This is a more wordy non-fictional account of my adulthood "rise" from casual noodler to full-time freelancer. Read on if you enjoy reading, and / or if you're contemplating going down the same path. (You want "Bio"? I'll give ya "Bio"!!)

Music pre-history:

I was born in 1970 and raised in Edmonton, Alberta, Canada.

Like many middle-class kids, I was "encouraged" to take music lessons by my parents (& "encouraged" to practice). For awhile in elementary school, I studied cello and piano. I had some talent, but not a whole lot of motication. The cello was okay, but the whole classical scene was kind of "not me" so I didn't have too many places to go on cello. I kind of envied the guys who got to play the even bigger fiddle (i.e. double bass), but never got up the nerve to ask for one. Piano was okay too, but the learning material was annoyingly patronizing ("Little Little Sailing Ship"? Oh, Please! I may be only 9, but I'm not a MORON!!!). Generally speaking, suburban North America in the 1970s was not exactly a hotbed for childhood focus and self-discipline. By junior high, I dropped all my instruments and was of the opinion that band was for weirdos & losers. (How very, very ironic...)

Revival at art school:

Fast-forward to my first year at the Alberta College of Art (1988). I made friends with a dude (Larry Lintott) who was heavy into music. We clicked because we were both into Captain Beefheart. I used to go to his pad and gab and jam until it was light out... For $100 CDN, he offered to sell me either a guitar or a bass. I was attracted to the lower register and the relative simplicity of the four-stringed instrument, so I somehow coughed up the dough, and the short-scale Fender Bullet bass was mine. In my surprisingly ample spare time, I worked on bass parts from records by The Talking Heads and The Rolling Stones. That summer (1989) I started jamming in public, in a little room called "The Theatery".

By my second year in college, I was renting an upright bass and doing limited performances with Ron Halliday, who was an idol of mine and Larry's. (I remember frantically struggling to learn a bunch of Neil Young & Van Morisson songs by Saturday night...) The money was zilch, but the excitment was way up there!

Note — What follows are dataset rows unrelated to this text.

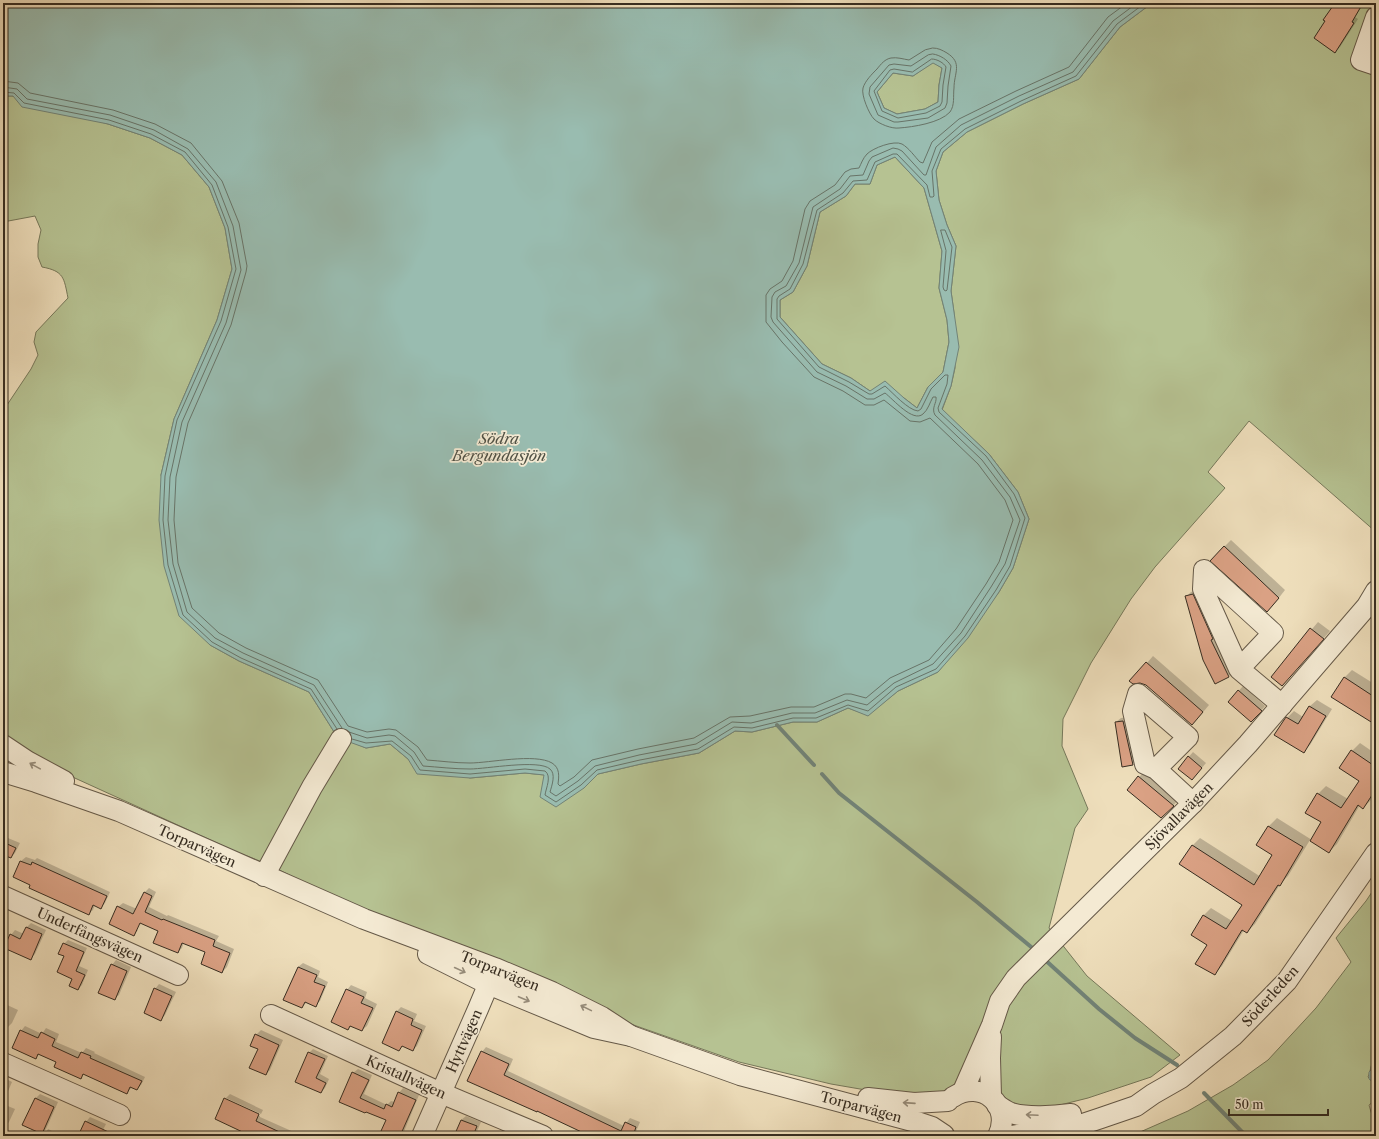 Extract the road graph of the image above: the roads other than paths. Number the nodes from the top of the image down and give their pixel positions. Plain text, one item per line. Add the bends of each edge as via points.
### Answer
1 (1376, 17) edge
2 (1376, 65) edge
3 (1372, 598) edge
4 (1239, 669) dead end
5 (1282, 705) junction
6 (341, 739) dead end
7 (3, 745) edge
8 (1156, 769) dead end
9 (3, 772) edge
10 (1193, 803) junction
11 (119, 811) junction
12 (1376, 853) edge
13 (264, 876) junction
14 (3, 896) edge
15 (178, 975) dead end
16 (492, 976) junction
17 (271, 1015) dead end
18 (992, 1025) junction
19 (3, 1063) edge
20 (777, 1085) junction
21 (441, 1093) junction
22 (1153, 1094) junction
23 (955, 1096) junction
24 (994, 1101) junction
25 (120, 1115) dead end
26 (944, 1135) edge
27 (422, 1136) edge
28 (543, 1136) edge
29 (998, 1136) edge
30 (1011, 1136) edge

1 - 2 street via 1361,60
3 - 5 street, Sjövallavägen
4 - 5 street
5 - 10 street, Sjövallavägen
6 - 13 street
11 -> 7 street, Torparvägen via 27,761
8 - 10 street
9 - 11 street, Torparvägen
10 - 18 street, Sjövallavägen via 1016,978 1000,1001
11 - 13 street, Torparvägen
12 - 22 street, Söderleden via 1287,981 1233,1036 1181,1078
13 - 16 street, Torparvägen via 364,920 438,960
14 - 15 street, Underfångsvägen
16 - 20 street, Torparvägen via 594,1028 630,1036 740,1075
16 - 21 street, Hyttvägen
17 - 21 street, Kristallvägen
18 - 23 street, Sjövallavägen
18 - 24 street, Sjövallavägen via 990,1058
19 - 25 street
23 -> 20 street, Torparvägen via 924,1104
20 - 26 street, Torparvägen via 920,1122
21 - 27 street, Hyttvägen
21 - 28 street, Kristallvägen
22 -> 24 street, Söderleden via 1082,1111 1039,1116 1012,1113
22 - 30 street, Söderleden via 1136,1106 1082,1124
23 - 24 street, Torparvägen via 975,1091 982,1092
23 - 26 street, Sjövallavägen via 944,1106 940,1123
24 - 29 street, Sjövallavägen via 1002,1119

By my third year, I bought a "good" bass: a 34" scale Washburn (i.e. Samick, gag!!) and was getting more active. I made a completely disastrous appearance with a top 40 band, "The Bridge". Turns out, a lame repitoire with lame musicianship makes for a pretty intensely un-listenable combination! (I've never sucked quite so hard as on that show...)

Ragged glory:

In the fourth year, we regrouped and with my old roomate, formed "Molten Menace". My roomate somehow snagged the use of a giant, historic old theater for use as a rehearsal space. (It started as a kind of a Vaudville theater in the 1910s, and eventually became a movie theater and ran all the way up to the late '80s. The last public event was "Tango & Cash".) When we weren't crawling through all the secret passages up in the attic & down in the cellar, scaring the crap out of each other and having water fights with the old fire extinguishers, we had a lot of fun, rehearsing.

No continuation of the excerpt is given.